To install it, follow the documentation, which is very well written: I will not repeat the instructions here. Keep in mind that you need to download (1) OCAML, (2) Unison itself (for the Mac: download the source, then run make following the instructions), (3) on a PC you also need Cygwin in order to have a command line ssh. Steps (1) and (2) may require you run several 'make' commands: just follow the detailed instructions. I had no problems with (1) and (2). I did have problems with (3): if you are a Cygwin novice like me, you need to know that after installing the default Cygwin package you have to install ssh in a second step. When you do this, search for the open-ssh package, not ssh (there is no ssh).

Notice that you need to install Unison (and OCAML) on each platform where you plan to run it. For example on your Mac, and in your directory on the Unix file server where you want to synchronize. Unison comes both as a command line and with a GUI (but there is no GUI available for the MAC). I prefer the command line, except that I couldn't install it on Windows, and I'm using the GUI version there.

Configuration file

After installation, you need to write your own unison configuration file, ~/.unison/default.prf. The documentation has several examples for the configuration file, but if you need more inspiration, here is what I use:

# Unison preferences file
# remote unison command
servercmd=~suciu/PROJECTS/SW/UNISON/unison

# Roots of the synchronization
root = /Users/suciu/PROJECTS-UNISON
root = ssh://barb.cs.washington.edu/PROJECTS

# Some regexps specifying names and paths to ignore
ignore = Name temp.*
ignore = Name *~
ignore = Name _region_.*
ignore = Name .*~
ignore = Name *.tmp 
ignore = Name TEMP
ignore = Name ARCHIVE

# Be fast even on Windows
fastcheck = yes
There are more advanced commands described in the documentation.

Normal operation

When you first run it, expect it to take several hours to create a copy of your entire directory. If you run it from home, expect days (about 3 days in my case, over DSL; if I were to do it again, I may consider bringing my home machine to the office instead).

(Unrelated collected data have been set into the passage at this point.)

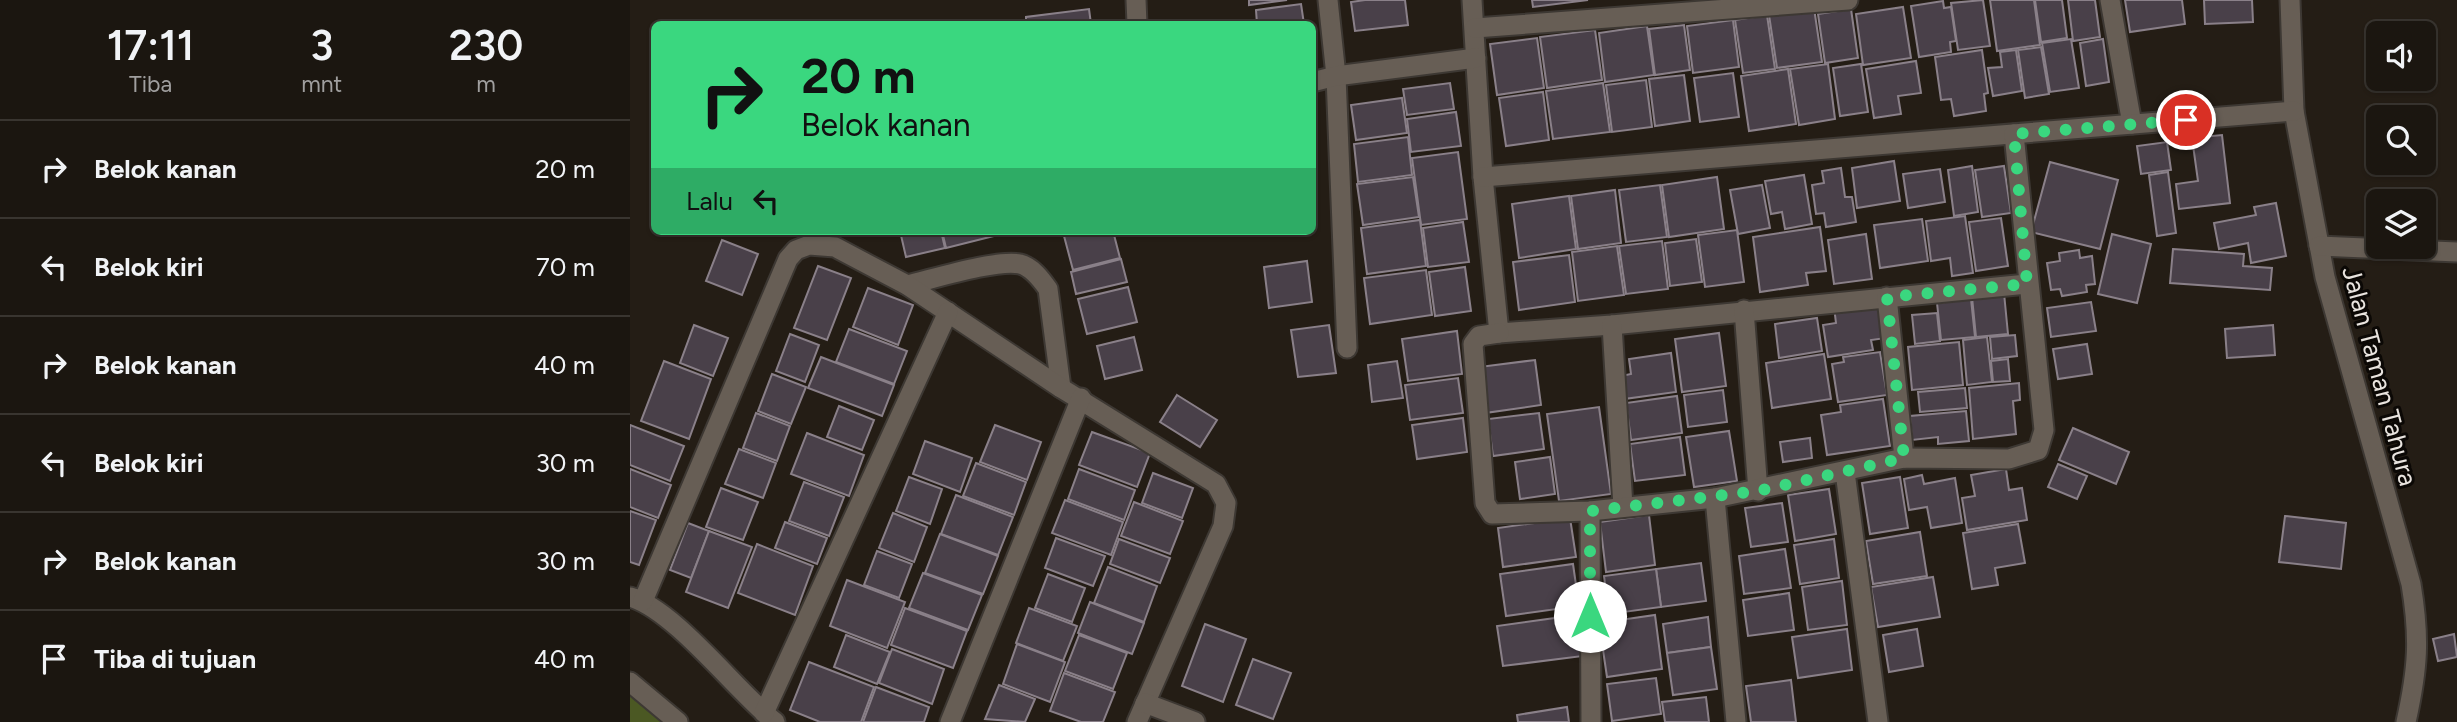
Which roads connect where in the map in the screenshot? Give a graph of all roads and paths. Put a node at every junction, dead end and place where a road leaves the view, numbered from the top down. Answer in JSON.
{"nodes":[{"id":1,"x":1136,"y":0,"type":"edge"},
{"id":2,"x":1328,"y":0,"type":"edge"},
{"id":3,"x":1472,"y":0,"type":"edge"},
{"id":4,"x":1849,"y":0,"type":"edge"},
{"id":5,"x":2110,"y":0,"type":"edge"},
{"id":6,"x":2290,"y":0,"type":"edge"},
{"id":7,"x":1137,"y":21,"type":"edge"},
{"id":8,"x":1475,"y":28,"type":"junction"},
{"id":9,"x":1476,"y":58,"type":"junction"},
{"id":10,"x":1336,"y":76,"type":"junction"},
{"id":11,"x":1316,"y":81,"type":"edge"},
{"id":12,"x":2294,"y":111,"type":"junction"},
{"id":13,"x":2132,"y":124,"type":"junction"},
{"id":14,"x":2014,"y":134,"type":"junction"},
{"id":15,"x":1483,"y":177,"type":"junction"},
{"id":16,"x":2319,"y":246,"type":"junction"},
{"id":17,"x":2457,"y":252,"type":"edge"},
{"id":18,"x":2027,"y":284,"type":"junction"},
{"id":19,"x":907,"y":285,"type":"junction"},
{"id":20,"x":1887,"y":297,"type":"junction"},
{"id":21,"x":1744,"y":310,"type":"junction"},
{"id":22,"x":948,"y":312,"type":"junction"},
{"id":23,"x":1612,"y":325,"type":"junction"},
{"id":24,"x":1499,"y":333,"type":"junction"},
{"id":25,"x":1347,"y":348,"type":"dead end"},
{"id":26,"x":1061,"y":388,"type":"junction"},
{"id":27,"x":1081,"y":398,"type":"junction"},
{"id":28,"x":1904,"y":458,"type":"junction"},
{"id":29,"x":1845,"y":472,"type":"junction"},
{"id":30,"x":1758,"y":491,"type":"junction"},
{"id":31,"x":1715,"y":498,"type":"junction"},
{"id":32,"x":1623,"y":507,"type":"junction"},
{"id":33,"x":1590,"y":511,"type":"junction"},
{"id":34,"x":637,"y":599,"type":"edge"},
{"id":35,"x":630,"y":682,"type":"edge"},
{"id":36,"x":1145,"y":703,"type":"junction"},
{"id":37,"x":769,"y":718,"type":"edge"},
{"id":38,"x":678,"y":722,"type":"edge"},
{"id":39,"x":950,"y":722,"type":"edge"},
{"id":40,"x":1138,"y":722,"type":"edge"},
{"id":41,"x":1195,"y":722,"type":"edge"},
{"id":42,"x":1591,"y":722,"type":"edge"},
{"id":43,"x":1736,"y":722,"type":"edge"},
{"id":44,"x":1878,"y":722,"type":"edge"},
{"id":45,"x":2406,"y":722,"type":"edge"}],
"edges":[{"from":1,"to":7,"type":"street"},
{"from":2,"to":10,"type":"street"},
{"from":3,"to":8,"type":"street"},
{"from":4,"to":8,"type":"street"},
{"from":5,"to":13,"type":"street"},
{"from":6,"to":12,"type":"street","name":"Jalan Taman Tahura"},
{"from":8,"to":9,"type":"street"},
{"from":9,"to":10,"type":"street"},
{"from":9,"to":15,"type":"street"},
{"from":10,"to":11,"type":"street"},
{"from":10,"to":25,"type":"street"},
{"from":12,"to":13,"type":"street"},
{"from":12,"to":16,"type":"street","name":"Jalan Taman Tahura"},
{"from":13,"to":14,"type":"street"},
{"from":14,"to":15,"type":"street"},
{"from":14,"to":18,"type":"street"},
{"from":15,"to":24,"type":"street"},
{"from":16,"to":17,"type":"street"},
{"from":16,"to":45,"type":"street","name":"Jalan Taman Tahura"},
{"from":18,"to":20,"type":"street"},
{"from":18,"to":28,"type":"street"},
{"from":19,"to":22,"type":"street"},
{"from":19,"to":26,"type":"street"},
{"from":19,"to":34,"type":"street"},
{"from":20,"to":21,"type":"street"},
{"from":20,"to":28,"type":"street"},
{"from":21,"to":23,"type":"street"},
{"from":21,"to":30,"type":"street"},
{"from":22,"to":26,"type":"street"},
{"from":22,"to":37,"type":"street"},
{"from":23,"to":24,"type":"street"},
{"from":23,"to":32,"type":"street"},
{"from":24,"to":33,"type":"street"},
{"from":26,"to":27,"type":"street"},
{"from":27,"to":36,"type":"street"},
{"from":27,"to":39,"type":"street"},
{"from":28,"to":29,"type":"street"},
{"from":29,"to":30,"type":"street"},
{"from":29,"to":44,"type":"street"},
{"from":30,"to":31,"type":"street"},
{"from":31,"to":32,"type":"street"},
{"from":31,"to":43,"type":"street"},
{"from":32,"to":33,"type":"street"},
{"from":33,"to":42,"type":"street"},
{"from":34,"to":37,"type":"street"},
{"from":35,"to":38,"type":"street"},
{"from":36,"to":40,"type":"street"},
{"from":36,"to":41,"type":"street"}]}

During normal operation it's very fast: less than 20 seconds to traverse the entire directory, plus the time to copy any files. Its performance is full of pleasant surprises, especially over a slow link. For example if you copy 30 powerpoint files from one directory to another (which I do at the beginning of a course), then unison will not send the files over the network, but instead will simply repeat the copy command on the remote server. Instead of 10 minutes (over a DSL line), it takes only 1 second, and you may wonder if unison screwed something up: no, it didn't, it's just smart. Some hacks are probably due to rsync underneath, some may be unison's own.

When I run it I type 'unison -batch', which means accept the default recommendations automatically without asking questions; if there are conflicts, it will leave the files unchanged.

My own discipline is to use unison in a star configuration: I synchronize every personal machine with the department's Unix file sever, never two personal machines directly. I never tried to synchronize machine X with Y, then Y with Z, and finally Z with X, but unison is supposed to work that way too. You just need to write a different configuration file for each different kind of synchronization: for example, in addition to the default configuration file ~/.unison/default.prf, create a file ~/.unison/x2z.prf, which specifies a different pair of directory roots and severs, then run either 'unison' (for the default file) or 'unison x2z'.

Dan Suciu, 2003